At the outset I shall discuss the oft-asserted claim that the Filipino leaders were deceived and betrayed by American officials whom they assisted, and that this unpardonable conduct led to the outbreak of active hostilities which occurred just prior to the arrival at Manila of the first Philippine Commission.
I shall then show that these leaders never established a government which adequately protected life and property, or gave to their people peace, happiness or justice, but on the contrary inaugurated a veritable reign of terror under which murder became a governmental institution, while rape, inhuman torture, burying alive and other ghastly crimes were of common occurrence, and usually went unpunished. The data which I use in establishing these contentions are for the most part taken directly from the Insurgent records, in referring to which I employ the war department abbreviation “P.I.R.” followed by a number.

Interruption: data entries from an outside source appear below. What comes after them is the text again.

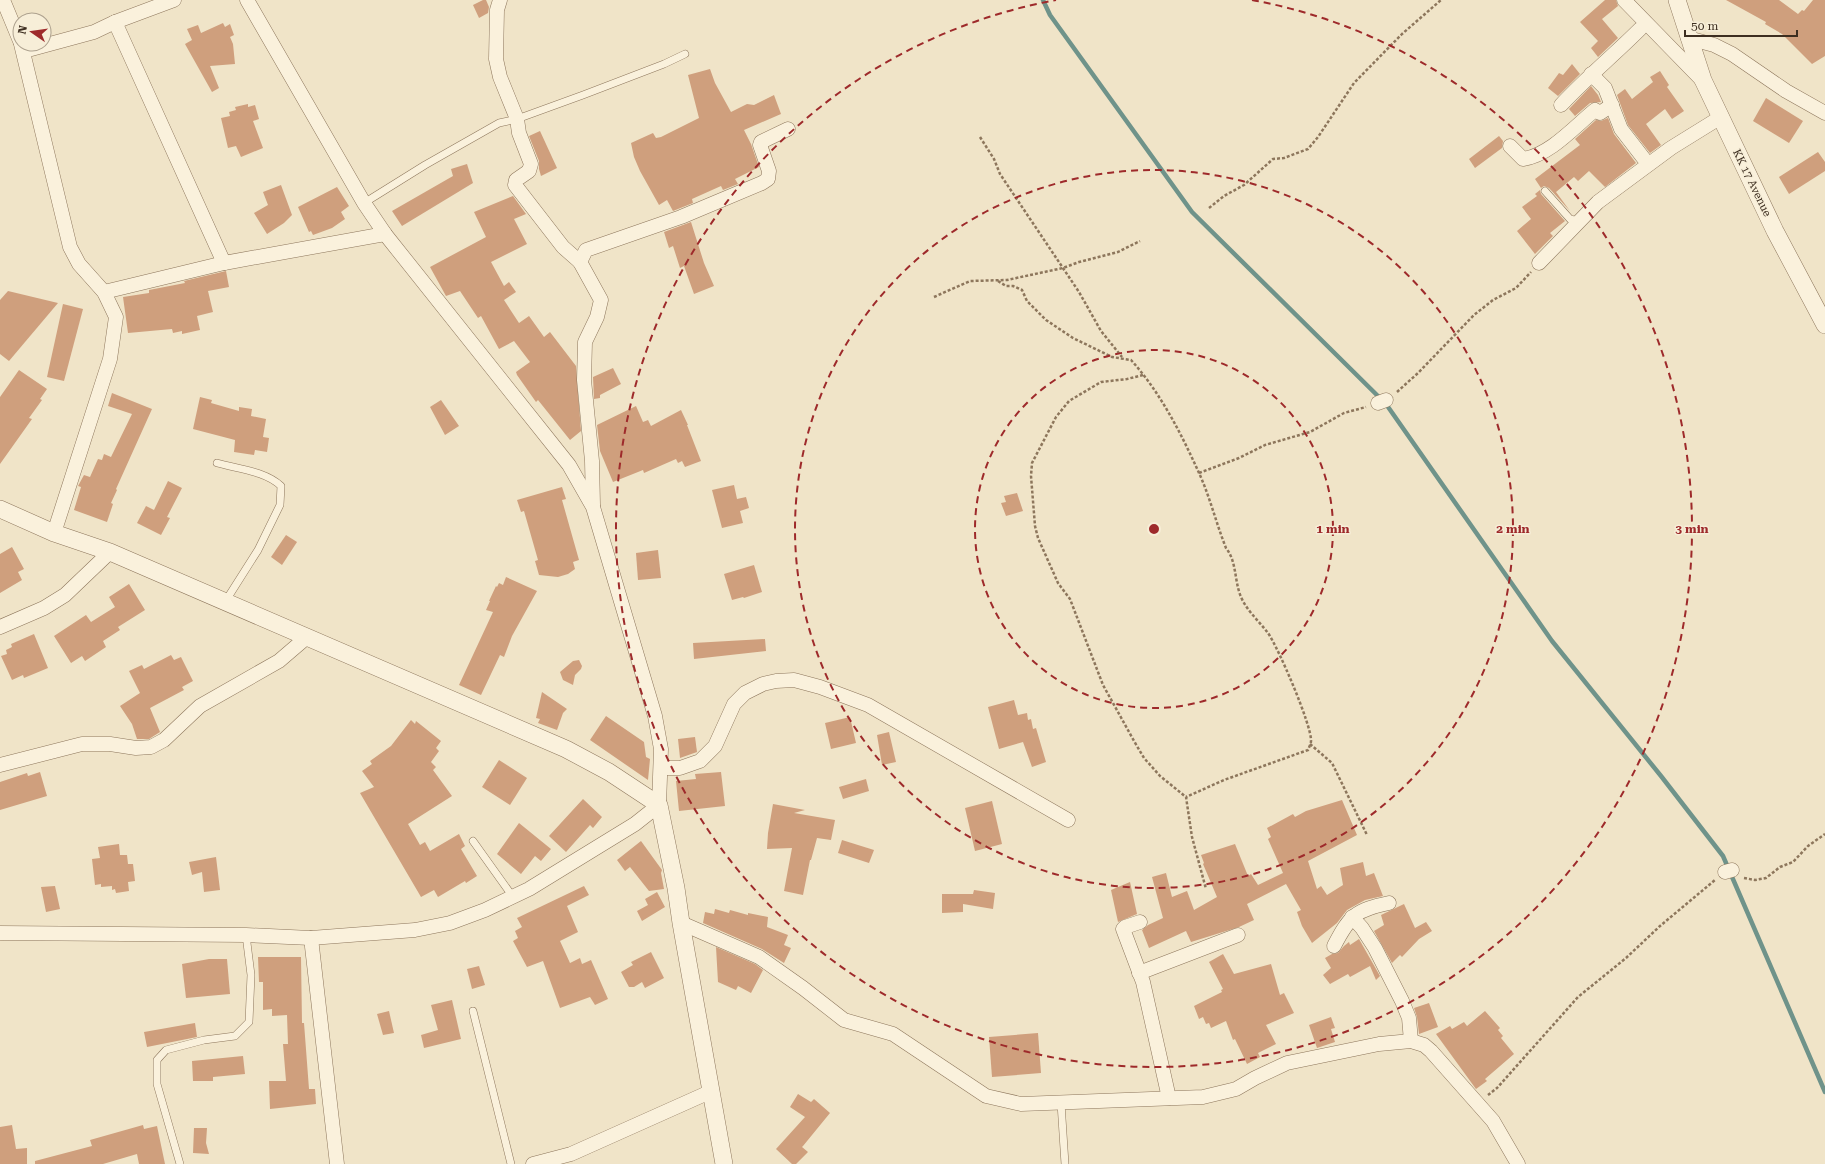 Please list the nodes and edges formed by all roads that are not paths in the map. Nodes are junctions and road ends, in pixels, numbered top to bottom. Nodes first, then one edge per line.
1 (3, 0) edge
2 (174, 0) edge
3 (248, 0) edge
4 (500, 0) edge
5 (1624, 0) edge
6 (1677, 0) edge
7 (12, 21) edge
8 (115, 22) junction
9 (1640, 29) dead end
10 (1688, 38) junction
11 (52, 40) edge
12 (24, 52) edge
13 (685, 54) dead end
14 (1592, 74) junction
15 (1703, 80) junction
16 (1561, 104) dead end
17 (1612, 105) junction
18 (1825, 113) edge
19 (1721, 117) junction
20 (517, 119) junction
21 (788, 129) dead end
22 (1510, 146) dead end
23 (1648, 164) junction
24 (1545, 191) dead end
25 (364, 203) junction
26 (1578, 221) junction
27 (384, 234) junction
28 (580, 262) junction
29 (1539, 263) road end
30 (224, 264) junction
31 (104, 292) junction
32 (1825, 324) edge
33 (217, 463) dead end
34 (593, 507) junction
35 (0, 509) edge
36 (54, 533) junction
37 (110, 552) junction
38 (225, 602) junction
39 (0, 627) edge
40 (307, 637) junction
41 (0, 765) edge
42 (661, 768) junction
43 (659, 805) junction
44 (1068, 820) dead end
45 (472, 841) dead end
46 (513, 897) junction
47 (1389, 903) dead end
48 (1352, 917) junction
49 (1140, 922) dead end
50 (681, 923) junction
51 (0, 933) edge
52 (246, 935) junction
53 (1238, 935) dead end
54 (311, 938) junction
55 (1334, 946) dead end
56 (1139, 973) junction
57 (473, 1011) dead end
58 (1411, 1041) junction
59 (712, 1091) junction
60 (1169, 1098) junction
61 (1061, 1103) junction
62 (180, 1164) edge
63 (337, 1164) edge
64 (511, 1164) edge
65 (533, 1164) edge
66 (724, 1164) edge
67 (1065, 1164) edge
68 (1518, 1164) edge

1 - 7 street
2 - 8 street
3 - 25 street
4 - 20 street
5 - 15 street
6 - 10 street, KK 17 Avenue
8 - 11 street
8 - 30 street
9 - 14 street
10 - 15 street, KK 17 Avenue
10 - 18 street
12 - 31 street
13 - 20 lane
14 - 16 street
14 - 17 street
15 - 19 street, KK 17 Avenue
17 - 22 street
17 - 23 street
19 - 23 street
19 - 32 street, KK 17 Avenue
20 - 25 lane
20 - 28 street
21 - 28 street
23 - 26 street
24 - 26 lane
25 - 27 street
26 - 29 street
27 - 30 street
27 - 34 street
28 - 34 street
30 - 31 street
31 - 36 street
33 - 38 lane
34 - 42 street
35 - 36 street
36 - 37 street
37 - 38 street
37 - 39 street
38 - 40 street
40 - 41 street
40 - 43 street
42 - 43 street
42 - 44 street
43 - 46 street
43 - 50 street
45 - 46 lane
46 - 54 street
47 - 48 street
48 - 55 street
48 - 58 street
49 - 56 street
50 - 59 street
50 - 61 street
51 - 52 street
52 - 54 street
52 - 62 lane
53 - 56 street
54 - 63 street
56 - 60 street
57 - 64 lane
58 - 60 street
58 - 68 street
59 - 65 street
59 - 66 street
60 - 61 street
61 - 67 lane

I next take up some of the more important subsequent historical events, describing the work of the first Philippine Commission, and showing in what manner the government established by the second Philippine Commission has discharged its stewardship, subsequently discussing certain as yet unsolved problems which confront the present government, such as that presented by the existence of slavery and peonage, and that of the non-Christian tribes. For the benefit of those who, like Judge Blount, consider the Philippines “a vast straggly archipelago of jungle-covered islands in the south seas which have been a nuisance to every government that ever owned them,” I give some facts as to the islands, their climate, their natural resources and their commercial possibilities, and close by setting forth my views as to the present ability of the civilized Cagayans, Ilocanos, Pampangans, Zambals, Pangasináns, Tagálogs, Bicols and Visayans, commonly and correctly called Filipinos, to establish, or to maintain when established, a stable government throughout Filipino territory, to say nothing of bringing under just and effective control, and of protecting and civilizing, the people of some twenty-seven non-Christian tribes which constitute an eighth of the population, and occupy approximately half of the territory, of the Philippine Islands.